• TASK REQUIREMENTS: In the entries below, count each line where "Meulmansweg" appears. Give the total and nothing more.

- Opening Delimiter -

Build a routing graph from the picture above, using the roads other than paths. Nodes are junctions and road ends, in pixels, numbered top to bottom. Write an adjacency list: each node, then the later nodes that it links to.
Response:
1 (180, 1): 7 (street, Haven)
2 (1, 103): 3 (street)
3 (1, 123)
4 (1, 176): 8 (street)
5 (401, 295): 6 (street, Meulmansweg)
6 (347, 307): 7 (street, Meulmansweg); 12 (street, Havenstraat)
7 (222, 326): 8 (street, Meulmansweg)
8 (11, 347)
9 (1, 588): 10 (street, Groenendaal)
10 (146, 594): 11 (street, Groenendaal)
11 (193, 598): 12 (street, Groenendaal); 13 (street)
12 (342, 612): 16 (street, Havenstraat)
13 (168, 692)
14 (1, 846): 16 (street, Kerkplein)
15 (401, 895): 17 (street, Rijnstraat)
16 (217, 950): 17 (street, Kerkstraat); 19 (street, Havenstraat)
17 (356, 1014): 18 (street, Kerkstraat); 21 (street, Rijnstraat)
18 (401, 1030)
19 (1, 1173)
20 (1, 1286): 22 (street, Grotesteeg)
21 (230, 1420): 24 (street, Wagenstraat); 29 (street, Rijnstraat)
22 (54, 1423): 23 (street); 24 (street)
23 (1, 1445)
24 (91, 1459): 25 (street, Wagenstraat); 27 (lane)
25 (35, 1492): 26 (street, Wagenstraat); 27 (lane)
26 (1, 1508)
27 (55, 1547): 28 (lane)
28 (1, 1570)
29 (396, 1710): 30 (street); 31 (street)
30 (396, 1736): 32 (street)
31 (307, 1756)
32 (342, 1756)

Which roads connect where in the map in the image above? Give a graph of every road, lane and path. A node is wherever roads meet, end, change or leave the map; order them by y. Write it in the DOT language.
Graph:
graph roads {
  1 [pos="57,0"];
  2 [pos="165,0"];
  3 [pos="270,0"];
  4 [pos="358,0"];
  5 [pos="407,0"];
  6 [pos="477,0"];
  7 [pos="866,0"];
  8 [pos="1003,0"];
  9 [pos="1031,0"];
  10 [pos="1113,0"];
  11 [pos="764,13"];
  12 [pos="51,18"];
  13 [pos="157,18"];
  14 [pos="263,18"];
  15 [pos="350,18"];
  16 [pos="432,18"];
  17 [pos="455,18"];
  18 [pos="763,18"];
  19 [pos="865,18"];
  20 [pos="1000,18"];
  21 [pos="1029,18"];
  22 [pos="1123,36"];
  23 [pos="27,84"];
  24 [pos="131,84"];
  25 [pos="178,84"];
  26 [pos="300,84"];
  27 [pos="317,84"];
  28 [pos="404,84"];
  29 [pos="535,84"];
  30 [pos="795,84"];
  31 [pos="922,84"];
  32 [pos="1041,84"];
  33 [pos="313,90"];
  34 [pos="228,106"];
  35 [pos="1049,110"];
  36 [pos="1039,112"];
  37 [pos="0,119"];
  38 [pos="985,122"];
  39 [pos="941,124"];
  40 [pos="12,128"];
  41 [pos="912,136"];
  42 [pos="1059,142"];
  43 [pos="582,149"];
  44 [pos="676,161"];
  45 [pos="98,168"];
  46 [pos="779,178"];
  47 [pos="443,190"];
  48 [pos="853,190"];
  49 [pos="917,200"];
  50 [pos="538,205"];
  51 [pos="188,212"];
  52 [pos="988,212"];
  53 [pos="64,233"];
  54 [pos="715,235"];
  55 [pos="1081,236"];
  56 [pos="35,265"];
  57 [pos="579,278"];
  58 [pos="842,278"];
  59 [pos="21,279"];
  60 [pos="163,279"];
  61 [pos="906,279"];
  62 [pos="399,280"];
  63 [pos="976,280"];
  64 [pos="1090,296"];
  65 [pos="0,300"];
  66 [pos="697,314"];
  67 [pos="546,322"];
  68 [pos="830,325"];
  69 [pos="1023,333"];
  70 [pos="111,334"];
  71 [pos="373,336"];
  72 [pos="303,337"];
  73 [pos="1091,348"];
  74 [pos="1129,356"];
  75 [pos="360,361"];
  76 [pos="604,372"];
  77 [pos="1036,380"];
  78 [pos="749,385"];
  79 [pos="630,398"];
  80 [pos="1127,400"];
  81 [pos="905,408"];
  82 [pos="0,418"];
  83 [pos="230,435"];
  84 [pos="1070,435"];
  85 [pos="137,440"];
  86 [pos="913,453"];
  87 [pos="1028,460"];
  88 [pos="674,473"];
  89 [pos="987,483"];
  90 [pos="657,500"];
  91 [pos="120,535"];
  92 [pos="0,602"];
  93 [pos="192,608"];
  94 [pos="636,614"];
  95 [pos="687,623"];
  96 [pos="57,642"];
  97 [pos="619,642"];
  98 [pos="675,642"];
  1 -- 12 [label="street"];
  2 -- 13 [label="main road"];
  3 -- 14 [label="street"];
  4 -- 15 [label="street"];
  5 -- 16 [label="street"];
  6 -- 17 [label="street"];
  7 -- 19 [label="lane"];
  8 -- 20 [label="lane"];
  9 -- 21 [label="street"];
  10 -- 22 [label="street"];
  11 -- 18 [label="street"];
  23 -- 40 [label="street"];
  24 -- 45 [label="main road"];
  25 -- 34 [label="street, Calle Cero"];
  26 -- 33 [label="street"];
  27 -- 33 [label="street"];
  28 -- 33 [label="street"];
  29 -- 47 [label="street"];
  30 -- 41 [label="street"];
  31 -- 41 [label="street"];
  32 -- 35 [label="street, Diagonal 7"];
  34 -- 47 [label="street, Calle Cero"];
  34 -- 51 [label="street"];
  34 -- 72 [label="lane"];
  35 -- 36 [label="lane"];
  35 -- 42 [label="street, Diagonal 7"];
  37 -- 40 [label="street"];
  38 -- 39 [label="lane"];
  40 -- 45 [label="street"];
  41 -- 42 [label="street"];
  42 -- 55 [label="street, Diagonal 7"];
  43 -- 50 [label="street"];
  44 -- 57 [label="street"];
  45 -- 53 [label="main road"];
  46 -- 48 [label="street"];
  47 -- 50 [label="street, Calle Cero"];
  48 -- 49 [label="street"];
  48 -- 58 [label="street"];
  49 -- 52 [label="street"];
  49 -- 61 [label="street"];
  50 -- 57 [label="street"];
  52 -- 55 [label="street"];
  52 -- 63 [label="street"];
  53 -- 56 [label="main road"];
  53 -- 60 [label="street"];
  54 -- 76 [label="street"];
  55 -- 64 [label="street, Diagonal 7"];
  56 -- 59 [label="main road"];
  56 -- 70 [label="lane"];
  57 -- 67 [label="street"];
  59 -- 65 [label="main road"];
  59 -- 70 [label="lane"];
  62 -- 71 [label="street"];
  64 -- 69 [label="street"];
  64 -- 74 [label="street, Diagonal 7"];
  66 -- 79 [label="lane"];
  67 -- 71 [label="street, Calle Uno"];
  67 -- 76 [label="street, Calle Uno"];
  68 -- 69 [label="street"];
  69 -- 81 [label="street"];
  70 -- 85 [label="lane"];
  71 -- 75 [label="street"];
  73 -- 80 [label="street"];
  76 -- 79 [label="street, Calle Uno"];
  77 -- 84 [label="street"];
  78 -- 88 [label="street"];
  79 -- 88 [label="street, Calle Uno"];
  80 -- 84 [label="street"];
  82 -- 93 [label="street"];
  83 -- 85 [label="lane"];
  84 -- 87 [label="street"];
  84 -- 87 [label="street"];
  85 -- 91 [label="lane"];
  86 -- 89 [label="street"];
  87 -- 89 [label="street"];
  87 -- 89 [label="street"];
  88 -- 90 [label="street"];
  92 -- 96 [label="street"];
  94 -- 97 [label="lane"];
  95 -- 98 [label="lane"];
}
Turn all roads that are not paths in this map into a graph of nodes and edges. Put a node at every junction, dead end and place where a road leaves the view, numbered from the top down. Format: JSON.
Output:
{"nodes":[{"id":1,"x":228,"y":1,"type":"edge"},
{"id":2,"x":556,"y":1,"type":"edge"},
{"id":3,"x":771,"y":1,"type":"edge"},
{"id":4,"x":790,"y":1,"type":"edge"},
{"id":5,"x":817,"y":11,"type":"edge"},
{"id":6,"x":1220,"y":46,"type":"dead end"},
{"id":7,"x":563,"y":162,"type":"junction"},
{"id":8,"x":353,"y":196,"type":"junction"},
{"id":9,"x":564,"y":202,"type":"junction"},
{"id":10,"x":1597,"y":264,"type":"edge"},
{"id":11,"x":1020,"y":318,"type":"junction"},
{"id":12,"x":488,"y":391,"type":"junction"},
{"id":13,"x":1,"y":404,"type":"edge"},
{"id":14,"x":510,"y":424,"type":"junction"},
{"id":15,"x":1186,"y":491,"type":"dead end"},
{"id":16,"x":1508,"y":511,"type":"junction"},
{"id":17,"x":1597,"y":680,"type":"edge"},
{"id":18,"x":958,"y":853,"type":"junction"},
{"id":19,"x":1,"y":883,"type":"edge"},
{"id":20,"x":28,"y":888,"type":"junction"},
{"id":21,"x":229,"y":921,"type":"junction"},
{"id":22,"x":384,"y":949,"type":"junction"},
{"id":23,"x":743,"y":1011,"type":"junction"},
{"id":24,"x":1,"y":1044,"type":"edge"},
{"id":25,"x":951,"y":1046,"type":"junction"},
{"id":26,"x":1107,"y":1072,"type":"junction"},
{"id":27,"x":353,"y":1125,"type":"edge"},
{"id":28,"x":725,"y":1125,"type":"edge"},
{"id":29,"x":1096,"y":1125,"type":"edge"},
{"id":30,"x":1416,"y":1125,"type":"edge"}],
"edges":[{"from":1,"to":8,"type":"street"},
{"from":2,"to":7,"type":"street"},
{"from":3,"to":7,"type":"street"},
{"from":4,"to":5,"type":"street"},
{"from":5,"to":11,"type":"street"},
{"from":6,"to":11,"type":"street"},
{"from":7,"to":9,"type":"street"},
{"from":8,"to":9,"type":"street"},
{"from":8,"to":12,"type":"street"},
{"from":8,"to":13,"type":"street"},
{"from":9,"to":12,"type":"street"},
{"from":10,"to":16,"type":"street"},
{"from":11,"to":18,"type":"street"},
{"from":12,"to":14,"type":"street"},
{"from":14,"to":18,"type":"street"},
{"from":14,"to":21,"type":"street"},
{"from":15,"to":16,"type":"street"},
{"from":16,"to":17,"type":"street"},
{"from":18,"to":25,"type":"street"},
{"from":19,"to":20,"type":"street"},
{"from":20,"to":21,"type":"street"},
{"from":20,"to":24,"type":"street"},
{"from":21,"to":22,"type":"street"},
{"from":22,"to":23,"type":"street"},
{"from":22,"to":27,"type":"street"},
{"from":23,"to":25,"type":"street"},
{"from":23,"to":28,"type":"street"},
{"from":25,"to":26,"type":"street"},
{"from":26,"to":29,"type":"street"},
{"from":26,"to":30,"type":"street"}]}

- Closing Delimiter -

• WRITTEN ANSWER: 3